In order to transition to knitr-based project, I have created file "eda-report.Rmd" with R Markdown statements for setting local knitr options, including read_chunk("eda.R"). My understanding is that now I need to define existing blocks of R code in "eda.R" as knitr chunks and then call these named chunks, according to my EDA workflow.

Questions:

Is it correct approach? What are best practices for using knitr in regard to setting up project paths, using source(), grouping some plots via gridExtra, preventing potential issues? It seems to me that, in addition to "eda-report.Rmd", I need to create another R module, which will be initiating processing of the .Rmd file by knitr. If Yes, which call should I use: rmarkdown::render() or knitr::knit() (while I use RStudio for development, I want my code to be independent from the development environment)?

UPDATE 1 (Additional question):

Why processing of an .Rmd file in RStudio via "Knit HTML" button produces HTML document, while processing via Makefile command Rscript -e 'library("knitr"); knit("eda-report.Rmd")' produces .md file, but not HTML, despite the presence of output: html_document directive?

Thank you for reading this! Your advice will be greatly appreciated!

Aleksandr Blekh
  • 2,462
  • 4
  • 32
  • 64
  • 1
    Regarding your UPDATE 1: what the `Knit HTML` button does is `rmarkdown::render()` instead of `knitr::knit(); the former calls the latter as the first step, then processes the .md output with Pandoc.` – Yihui Xie Jul 20 '14 at 15:12
  • @Yihui: Thank you! So, then, is the correct approach for using `knitr` via command line (in `Makefile`) and applying the `output` directive to use the following: `Rscript -e 'library("rmarkdown"); rmarkdown::render("eda-report.Rmd")'`? – Aleksandr Blekh Jul 20 '14 at 22:01
  • 1
    There is no _correct_ approach. It completely depends on whether you want to use Pandoc to process the *.md output from knitr. – Yihui Xie Jul 20 '14 at 22:46
  • @Yihui: I'm a little confused... I'd like to process `.Rmd` files, so that final resulting files would be generated, based on the `output` directives. What is the process for such conversion? – Aleksandr Blekh Jul 20 '14 at 23:05
  • 1
    In that case, the answer is `rmarkdown::render()`. knitr only runs the code chunks, and generate a markdown output document; the rest of the work is handled over to Pandoc via rmarkdown using the `output` directive. – Yihui Xie Jul 21 '14 at 03:24
  • @Yihui: Got it! Based on your previous comment, what packages should I be loading in my `Rscript` command mentioned above: `rmarkdown`, `knitr` or both? Thank you! – Aleksandr Blekh Jul 21 '14 at 04:45
  • 1
    You only need `rmarkdown::render()`. Loading knitr or not depends on whether you want to use any objects in knitr; see the section "The knitr package" on this page: http://rmarkdown.rstudio.com/authoring_migrating_from_v1.html – Yihui Xie Jul 21 '14 at 16:05

1 Answers1

2

In order to transition your workflow to using knitr, I suggest that rather than trying to make every last piece of code you write reproducible, you should start with the bits that will be most useful.

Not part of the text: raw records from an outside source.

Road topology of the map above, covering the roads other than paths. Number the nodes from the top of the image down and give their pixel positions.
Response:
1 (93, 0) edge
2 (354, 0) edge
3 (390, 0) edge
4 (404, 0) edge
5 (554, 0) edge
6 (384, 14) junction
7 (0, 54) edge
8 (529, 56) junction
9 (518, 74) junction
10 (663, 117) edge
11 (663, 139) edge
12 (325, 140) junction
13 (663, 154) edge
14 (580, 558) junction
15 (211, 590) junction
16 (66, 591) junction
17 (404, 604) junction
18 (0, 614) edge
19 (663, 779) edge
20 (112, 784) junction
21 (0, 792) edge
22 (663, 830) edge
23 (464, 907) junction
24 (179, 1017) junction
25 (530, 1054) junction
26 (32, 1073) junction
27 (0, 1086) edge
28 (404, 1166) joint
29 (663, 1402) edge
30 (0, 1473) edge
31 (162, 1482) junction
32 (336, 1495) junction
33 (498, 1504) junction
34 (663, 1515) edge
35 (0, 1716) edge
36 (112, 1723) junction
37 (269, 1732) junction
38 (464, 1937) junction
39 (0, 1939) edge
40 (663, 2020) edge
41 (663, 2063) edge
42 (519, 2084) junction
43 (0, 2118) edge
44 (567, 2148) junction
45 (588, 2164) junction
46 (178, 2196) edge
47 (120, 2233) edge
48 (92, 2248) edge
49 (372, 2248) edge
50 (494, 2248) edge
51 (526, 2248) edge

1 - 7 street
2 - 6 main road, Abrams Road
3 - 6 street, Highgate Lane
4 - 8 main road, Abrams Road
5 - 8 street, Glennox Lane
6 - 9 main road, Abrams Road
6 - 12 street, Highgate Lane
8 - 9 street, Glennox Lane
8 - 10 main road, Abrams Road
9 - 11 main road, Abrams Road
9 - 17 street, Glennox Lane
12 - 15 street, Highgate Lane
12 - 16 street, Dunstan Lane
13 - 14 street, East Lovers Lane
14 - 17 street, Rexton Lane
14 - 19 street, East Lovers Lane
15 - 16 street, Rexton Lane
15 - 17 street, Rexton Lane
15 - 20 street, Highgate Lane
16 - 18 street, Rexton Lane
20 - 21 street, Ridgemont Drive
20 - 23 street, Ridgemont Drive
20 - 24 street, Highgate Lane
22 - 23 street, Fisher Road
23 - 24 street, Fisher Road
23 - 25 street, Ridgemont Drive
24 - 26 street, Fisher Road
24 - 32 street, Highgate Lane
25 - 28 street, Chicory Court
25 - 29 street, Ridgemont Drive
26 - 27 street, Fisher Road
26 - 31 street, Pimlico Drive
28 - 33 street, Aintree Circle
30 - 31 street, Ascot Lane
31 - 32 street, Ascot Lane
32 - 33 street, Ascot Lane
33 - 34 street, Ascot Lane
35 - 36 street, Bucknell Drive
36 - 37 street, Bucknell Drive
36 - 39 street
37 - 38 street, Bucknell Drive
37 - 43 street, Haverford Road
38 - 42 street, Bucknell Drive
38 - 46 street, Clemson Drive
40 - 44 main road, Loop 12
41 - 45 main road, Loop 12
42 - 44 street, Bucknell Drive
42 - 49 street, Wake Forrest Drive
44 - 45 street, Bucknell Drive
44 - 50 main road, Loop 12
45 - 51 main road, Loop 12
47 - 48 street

Since knitr is a report generation tool, the best place to start is by writing your dissertation in knitr. (You mention that you don't use LaTeX at the moment. That's fine: knitr also supports AsciiDoc, which I find easier to write. If your dissertation doesn't have many equations or tables, you might also get away with writing it in Markdown or Textile, which are even easier.)

Similarly, knitr is good for any reports or papers that you might write.

For more advanced usage, you can create presentations using knitr. (I sometimes knit xhtml Slidy presentations.)

What I wouldn't bother with is trying to knit all your exploratory data analysis. Most things you'll find are boring or dead ends, so it isn't worth the extra effort. Concentrate on exploring as fast as you can, then knit the interesting bits afterwards. Likewise, data cleaning isn't usually that interesting, so well commented code often suffices.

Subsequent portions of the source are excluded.